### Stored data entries
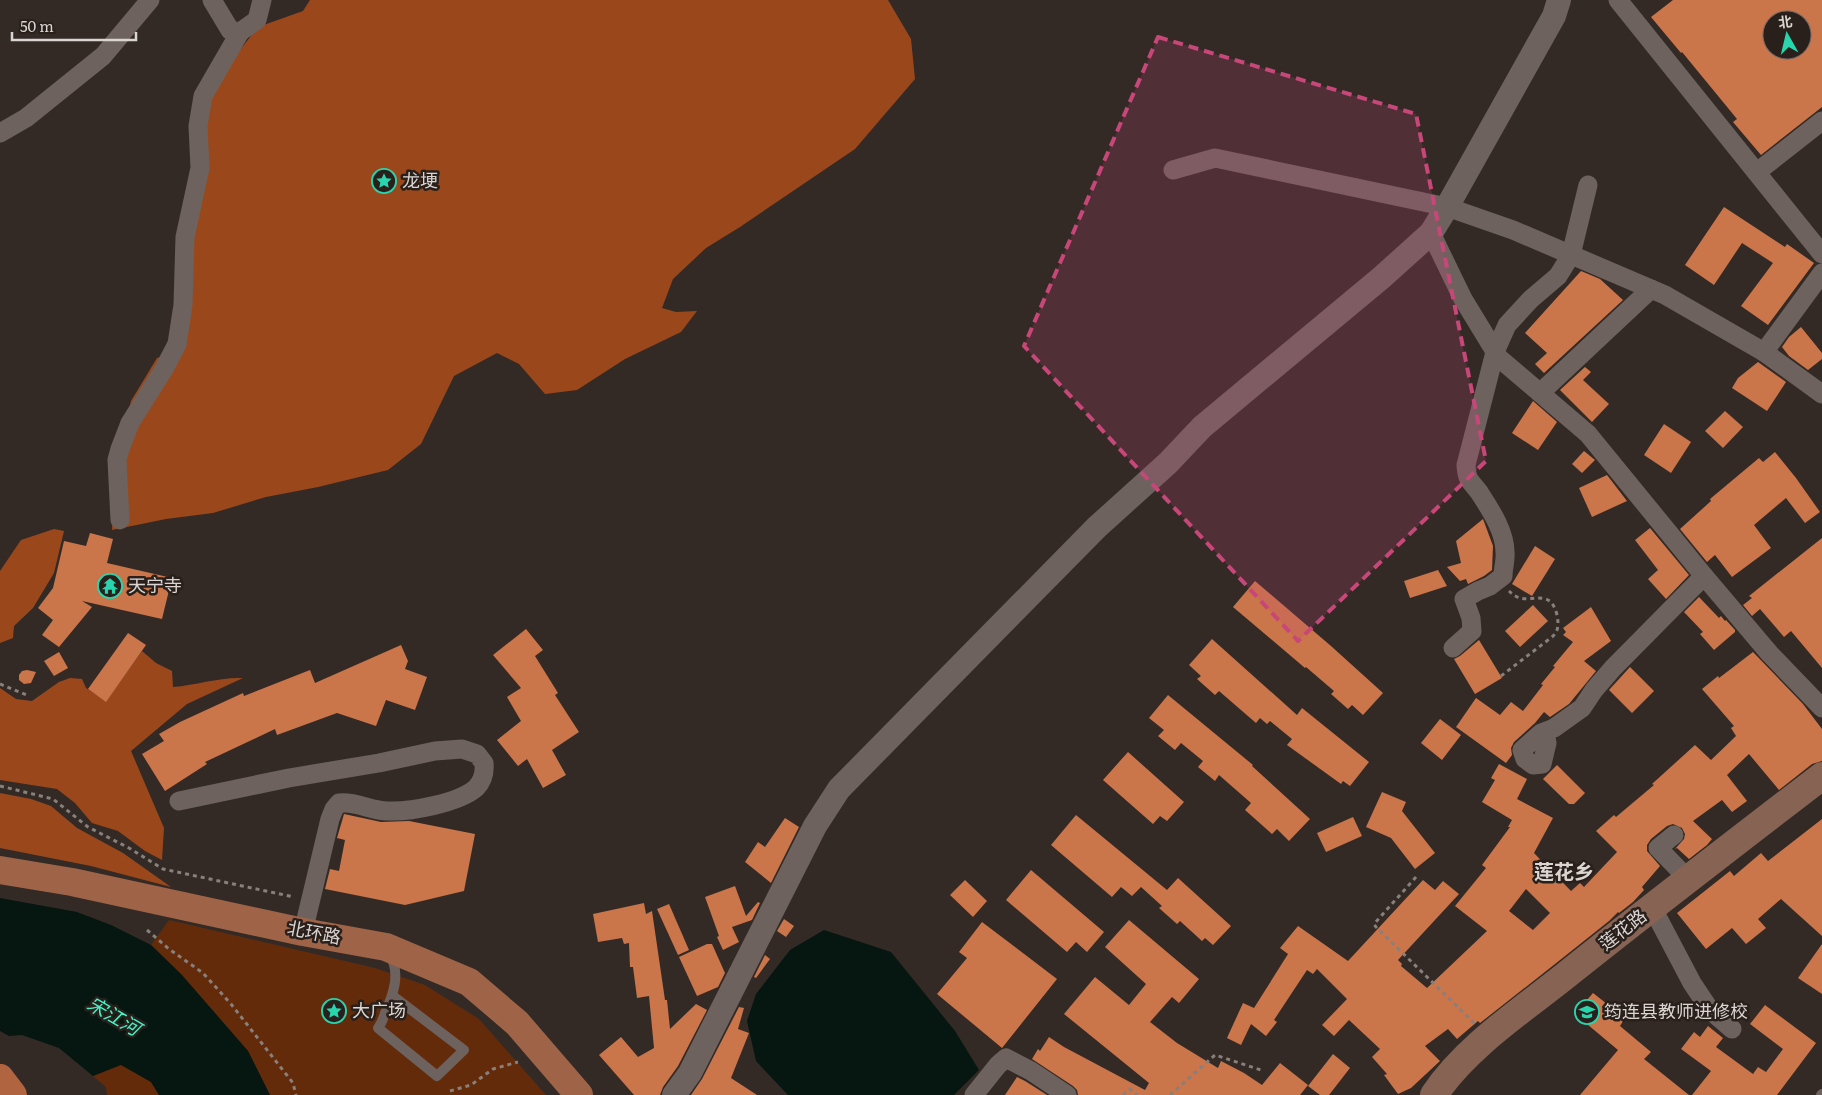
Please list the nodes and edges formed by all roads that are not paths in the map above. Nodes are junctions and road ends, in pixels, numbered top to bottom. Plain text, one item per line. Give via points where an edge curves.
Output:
1 (150, 0) edge
2 (212, 0) edge
3 (262, 0) edge
4 (1559, 0) edge
5 (1618, 0) edge
6 (240, 32) junction
7 (1822, 121) edge
8 (0, 133) edge
9 (1173, 170) dead end
10 (1757, 172) junction
11 (1588, 184) dead end
12 (1447, 207) junction
13 (1431, 233) junction
14 (1822, 254) edge
15 (1571, 255) junction
16 (1822, 273) edge
17 (1651, 289) junction
18 (1495, 352) junction
19 (1764, 352) junction
20 (1540, 393) junction
21 (1822, 394) edge
22 (120, 520) dead end
23 (1704, 576) junction
24 (1453, 648) dead end
25 (1822, 708) edge
26 (1545, 732) dead end
27 (1822, 776) edge
28 (179, 801) dead end
29 (1674, 835) dead end
30 (0, 870) edge
31 (1688, 879) junction
32 (1652, 907) junction
33 (304, 932) junction
34 (386, 947) junction
35 (393, 996) junction
36 (1732, 1029) dead end
37 (0, 1078) edge
38 (13, 1095) edge
39 (579, 1095) edge
40 (674, 1095) edge
41 (974, 1095) edge
42 (1068, 1095) edge
43 (1434, 1095) edge

1 - 8 street via 103,56 26,118
2 - 6 street via 230,30
3 - 6 street via 257,20
4 - 12 street via 1554,16
5 - 10 street
6 - 22 street via 203,96 198,126 200,168 185,237 183,305 177,344 130,423 120,449 117,460
7 - 10 street
9 - 12 street via 1215,158
10 - 14 street
11 - 15 street
12 - 13 street
12 - 15 street
13 - 18 street via 1463,299
13 - 40 street via 1202,427 1168,463 1097,527 839,788 815,826 690,1073
15 - 17 street
15 - 18 street via 1558,276 1507,325
16 - 19 street
17 - 19 street
17 - 20 street
18 - 20 street
18 - 24 street via 1466,465 1467,478 1491,512 1503,538 1506,553 1503,576 1464,599 1472,618 1472,631
19 - 21 street
20 - 23 street via 1588,434
23 - 25 street via 1770,654
23 - 26 street via 1613,668 1582,708
27 - 31 main road, 莲花路
28 - 33 street via 435,751 462,749 477,754 484,763 483,779 476,787 453,800 394,811 339,803 330,819
29 - 31 street via 1658,848
30 - 33 main road, 北环路 via 72,882
31 - 32 main road, 莲花路
32 - 36 street via 1692,984 1710,1010
32 - 43 main road, 莲花路 via 1465,1058
33 - 34 main road, 北环路
34 - 35 lane via 394,962
34 - 39 main road, 北环路 via 469,982 517,1023
35 - 35 lane via 378,1028 437,1076 464,1050
37 - 38 highway
41 - 42 street via 1006,1058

### Brief
Check each line above for "main" and please state only how many have it.

### Task output
6